Lift every line from the entries that includes the word "Wilkie".
====== Task material ======
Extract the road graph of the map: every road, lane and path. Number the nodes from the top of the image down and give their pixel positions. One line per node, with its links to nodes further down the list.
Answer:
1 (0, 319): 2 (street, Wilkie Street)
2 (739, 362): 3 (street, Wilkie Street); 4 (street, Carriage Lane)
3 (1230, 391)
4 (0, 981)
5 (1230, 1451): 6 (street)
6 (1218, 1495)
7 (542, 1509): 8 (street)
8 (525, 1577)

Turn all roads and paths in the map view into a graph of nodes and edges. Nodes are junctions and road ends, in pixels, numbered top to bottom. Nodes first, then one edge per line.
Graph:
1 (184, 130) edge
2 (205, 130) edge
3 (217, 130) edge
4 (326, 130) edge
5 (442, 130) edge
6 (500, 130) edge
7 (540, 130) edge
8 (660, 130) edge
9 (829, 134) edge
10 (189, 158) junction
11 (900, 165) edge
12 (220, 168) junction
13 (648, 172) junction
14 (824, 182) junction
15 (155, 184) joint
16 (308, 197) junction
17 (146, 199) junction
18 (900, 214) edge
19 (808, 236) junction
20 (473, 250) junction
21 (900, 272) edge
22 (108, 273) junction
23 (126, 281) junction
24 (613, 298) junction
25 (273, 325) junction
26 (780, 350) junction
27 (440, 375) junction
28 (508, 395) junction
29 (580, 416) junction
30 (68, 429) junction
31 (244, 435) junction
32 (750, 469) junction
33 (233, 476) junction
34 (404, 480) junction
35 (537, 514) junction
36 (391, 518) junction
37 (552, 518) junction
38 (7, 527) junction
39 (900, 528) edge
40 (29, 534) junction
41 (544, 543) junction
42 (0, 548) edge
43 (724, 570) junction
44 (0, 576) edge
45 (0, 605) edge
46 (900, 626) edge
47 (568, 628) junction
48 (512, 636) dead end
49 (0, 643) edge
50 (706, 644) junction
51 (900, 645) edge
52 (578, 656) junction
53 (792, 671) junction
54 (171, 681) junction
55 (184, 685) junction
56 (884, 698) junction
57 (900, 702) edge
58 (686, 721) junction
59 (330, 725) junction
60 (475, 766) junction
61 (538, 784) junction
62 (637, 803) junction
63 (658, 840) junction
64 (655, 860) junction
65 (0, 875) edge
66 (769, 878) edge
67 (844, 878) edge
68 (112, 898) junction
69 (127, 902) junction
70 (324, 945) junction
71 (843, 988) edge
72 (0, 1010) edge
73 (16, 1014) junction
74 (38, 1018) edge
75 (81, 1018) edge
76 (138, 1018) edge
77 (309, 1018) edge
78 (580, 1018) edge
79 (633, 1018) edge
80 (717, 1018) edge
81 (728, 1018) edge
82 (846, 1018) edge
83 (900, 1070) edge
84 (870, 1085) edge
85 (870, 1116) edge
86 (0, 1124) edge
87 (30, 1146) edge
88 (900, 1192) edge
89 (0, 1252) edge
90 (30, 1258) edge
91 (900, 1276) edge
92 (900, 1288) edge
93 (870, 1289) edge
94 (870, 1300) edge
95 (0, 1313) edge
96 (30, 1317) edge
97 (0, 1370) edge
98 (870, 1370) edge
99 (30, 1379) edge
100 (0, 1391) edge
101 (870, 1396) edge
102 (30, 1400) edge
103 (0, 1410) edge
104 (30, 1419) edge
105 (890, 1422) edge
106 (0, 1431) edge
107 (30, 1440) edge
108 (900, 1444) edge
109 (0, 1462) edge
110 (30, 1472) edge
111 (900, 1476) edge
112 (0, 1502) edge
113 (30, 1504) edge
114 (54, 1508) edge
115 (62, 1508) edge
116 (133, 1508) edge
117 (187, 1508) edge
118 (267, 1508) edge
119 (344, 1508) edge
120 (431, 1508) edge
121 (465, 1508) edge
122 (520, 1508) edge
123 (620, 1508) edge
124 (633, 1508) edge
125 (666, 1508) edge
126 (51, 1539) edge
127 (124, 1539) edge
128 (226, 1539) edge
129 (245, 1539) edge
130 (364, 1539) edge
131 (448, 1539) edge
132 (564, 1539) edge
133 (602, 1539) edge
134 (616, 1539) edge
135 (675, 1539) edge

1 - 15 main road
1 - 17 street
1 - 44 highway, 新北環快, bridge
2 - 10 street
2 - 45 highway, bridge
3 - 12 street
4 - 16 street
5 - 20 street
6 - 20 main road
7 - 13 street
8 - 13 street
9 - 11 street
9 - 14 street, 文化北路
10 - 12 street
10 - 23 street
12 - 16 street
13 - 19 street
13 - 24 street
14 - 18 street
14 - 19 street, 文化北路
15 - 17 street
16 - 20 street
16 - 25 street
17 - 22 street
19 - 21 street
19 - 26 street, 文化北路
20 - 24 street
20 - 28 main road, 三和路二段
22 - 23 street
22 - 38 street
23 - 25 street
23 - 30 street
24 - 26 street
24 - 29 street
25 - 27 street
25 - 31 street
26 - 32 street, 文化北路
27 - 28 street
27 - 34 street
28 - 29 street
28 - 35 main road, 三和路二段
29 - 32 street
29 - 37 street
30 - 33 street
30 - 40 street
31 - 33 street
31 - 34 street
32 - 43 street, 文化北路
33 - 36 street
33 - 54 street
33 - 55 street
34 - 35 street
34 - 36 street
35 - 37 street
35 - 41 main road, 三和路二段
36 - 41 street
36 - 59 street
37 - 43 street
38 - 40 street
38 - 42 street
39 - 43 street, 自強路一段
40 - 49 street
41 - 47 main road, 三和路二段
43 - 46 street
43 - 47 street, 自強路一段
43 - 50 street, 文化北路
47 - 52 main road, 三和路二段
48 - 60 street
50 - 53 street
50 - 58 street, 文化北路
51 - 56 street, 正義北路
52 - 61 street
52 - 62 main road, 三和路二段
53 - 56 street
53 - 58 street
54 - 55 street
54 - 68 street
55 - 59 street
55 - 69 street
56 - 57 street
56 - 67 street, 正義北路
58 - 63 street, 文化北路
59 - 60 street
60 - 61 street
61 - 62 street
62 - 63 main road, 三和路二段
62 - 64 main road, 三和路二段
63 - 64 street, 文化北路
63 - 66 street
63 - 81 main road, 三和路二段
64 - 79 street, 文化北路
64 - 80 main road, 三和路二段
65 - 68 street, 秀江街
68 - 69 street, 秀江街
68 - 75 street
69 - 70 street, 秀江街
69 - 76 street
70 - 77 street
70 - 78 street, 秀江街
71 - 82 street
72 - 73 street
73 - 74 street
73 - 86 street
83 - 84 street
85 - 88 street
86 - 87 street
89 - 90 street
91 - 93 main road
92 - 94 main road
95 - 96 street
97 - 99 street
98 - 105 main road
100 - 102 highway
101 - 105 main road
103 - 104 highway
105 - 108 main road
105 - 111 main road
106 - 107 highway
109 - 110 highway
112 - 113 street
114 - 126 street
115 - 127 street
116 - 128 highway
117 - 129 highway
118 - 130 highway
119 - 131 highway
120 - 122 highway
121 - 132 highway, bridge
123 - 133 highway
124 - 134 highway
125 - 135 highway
======
> _Exercise solution_
1 (0, 319): 2 (street, Wilkie Street)
2 (739, 362): 3 (street, Wilkie Street); 4 (street, Carriage Lane)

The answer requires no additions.